---- DATASET ENTRIES

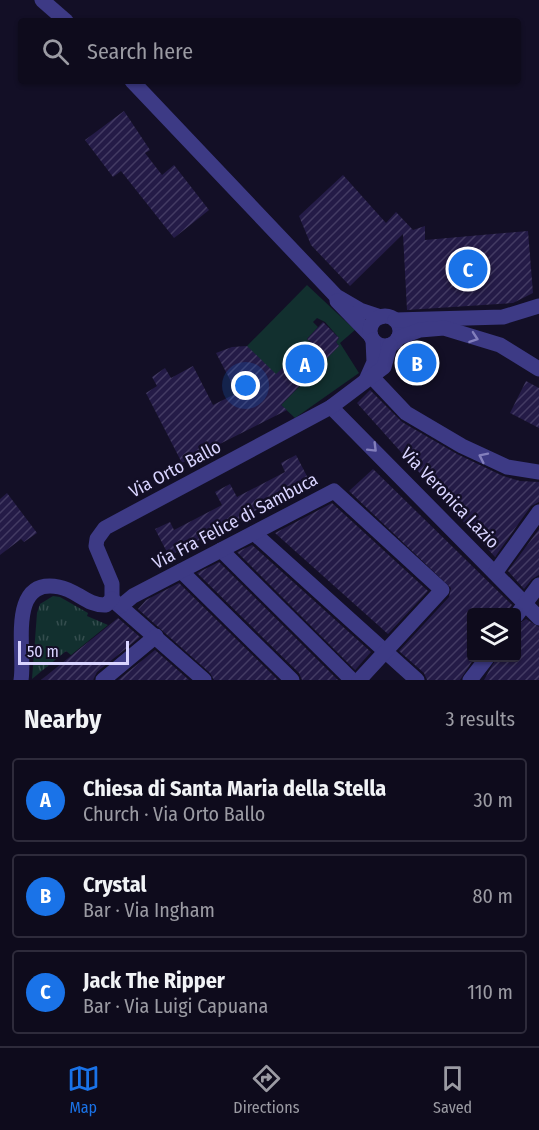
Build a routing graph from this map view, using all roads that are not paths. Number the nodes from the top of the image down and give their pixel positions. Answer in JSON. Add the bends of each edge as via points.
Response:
{"nodes":[{"id":1,"x":42,"y":0,"type":"edge"},
{"id":2,"x":63,"y":18,"type":"edge"},
{"id":3,"x":135,"y":84,"type":"edge"},
{"id":4,"x":336,"y":296,"type":"junction"},
{"id":5,"x":539,"y":306,"type":"edge"},
{"id":6,"x":388,"y":318,"type":"junction"},
{"id":7,"x":372,"y":338,"type":"junction"},
{"id":8,"x":394,"y":342,"type":"junction"},
{"id":9,"x":539,"y":369,"type":"edge"},
{"id":10,"x":368,"y":381,"type":"junction"},
{"id":11,"x":331,"y":407,"type":"junction"},
{"id":12,"x":539,"y":472,"type":"edge"},
{"id":13,"x":539,"y":512,"type":"edge"},
{"id":14,"x":254,"y":533,"type":"junction"},
{"id":15,"x":221,"y":550,"type":"junction"},
{"id":16,"x":181,"y":571,"type":"junction"},
{"id":17,"x":495,"y":573,"type":"junction"},
{"id":18,"x":539,"y":585,"type":"edge"},
{"id":19,"x":116,"y":603,"type":"junction"},
{"id":20,"x":520,"y":608,"type":"edge"},
{"id":21,"x":521,"y":610,"type":"edge"},
{"id":22,"x":539,"y":618,"type":"edge"},
{"id":23,"x":156,"y":636,"type":"junction"},
{"id":24,"x":384,"y":652,"type":"junction"},
{"id":25,"x":483,"y":662,"type":"edge"},
{"id":26,"x":21,"y":680,"type":"edge"},
{"id":27,"x":103,"y":680,"type":"edge"},
{"id":28,"x":204,"y":680,"type":"edge"},
{"id":29,"x":292,"y":680,"type":"edge"},
{"id":30,"x":352,"y":680,"type":"edge"},
{"id":31,"x":359,"y":680,"type":"edge"},
{"id":32,"x":417,"y":680,"type":"edge"},
{"id":33,"x":470,"y":680,"type":"edge"}],
"edges":[{"from":1,"to":2,"type":"street"},
{"from":3,"to":4,"type":"street"},
{"from":4,"to":6,"type":"street","via":[[360,310]]},
{"from":4,"to":7,"type":"street","via":[[340,307]]},
{"from":5,"to":6,"type":"street","via":[[503,317]]},
{"from":6,"to":7,"type":"street","via":[[371,326]]},
{"from":6,"to":8,"type":"street","via":[[399,329]]},
{"from":7,"to":8,"type":"street","via":[[381,345]]},
{"from":7,"to":10,"type":"street","via":[[374,362]]},
{"from":8,"to":9,"type":"street","one_way":true,"via":[[420,330],[444,328],[500,345]]},
{"from":8,"to":10,"type":"street","via":[[387,362]]},
{"from":10,"to":11,"type":"street","name":"Via Orto Ballo"},
{"from":12,"to":10,"type":"street","one_way":true,"via":[[507,467],[462,446],[406,413]]},
{"from":11,"to":17,"type":"street","name":"Via Veronica Lazio","one_way":true},
{"from":11,"to":19,"type":"street","name":"Via Orto Ballo","via":[[105,528],[96,546]]},
{"from":13,"to":17,"type":"street"},
{"from":14,"to":15,"type":"street","name":"Via Fra Felice di Sambuca"},
{"from":14,"to":24,"type":"street"},
{"from":14,"to":24,"type":"street","name":"Via Fra Felice di Sambuca","via":[[334,491],[442,590]]},
{"from":15,"to":16,"type":"street","name":"Via Fra Felice di Sambuca"},
{"from":15,"to":30,"type":"street"},
{"from":16,"to":19,"type":"street","name":"Via Fra Felice di Sambuca"},
{"from":16,"to":29,"type":"street"},
{"from":17,"to":20,"type":"street","name":"Via Veronica Lazio"},
{"from":18,"to":21,"type":"street"},
{"from":19,"to":23,"type":"street"},
{"from":19,"to":26,"type":"street","via":[[88,603],[60,587],[50,586],[32,594],[22,611]]},
{"from":21,"to":22,"type":"street","name":"Via Veronica Lazio"},
{"from":23,"to":27,"type":"street"},
{"from":23,"to":28,"type":"street"},
{"from":24,"to":31,"type":"street"},
{"from":24,"to":32,"type":"street"},
{"from":25,"to":33,"type":"street"}]}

--------

- WHAT YOU ARE ASKED TO DO -
Reproduce each line of the records in which the string "Orto" appears.

- RESULT OF THE TASK -
{"from":10,"to":11,"type":"street","name":"Via Orto Ballo"},
{"from":11,"to":19,"type":"street","name":"Via Orto Ballo","via":[[105,528],[96,546]]},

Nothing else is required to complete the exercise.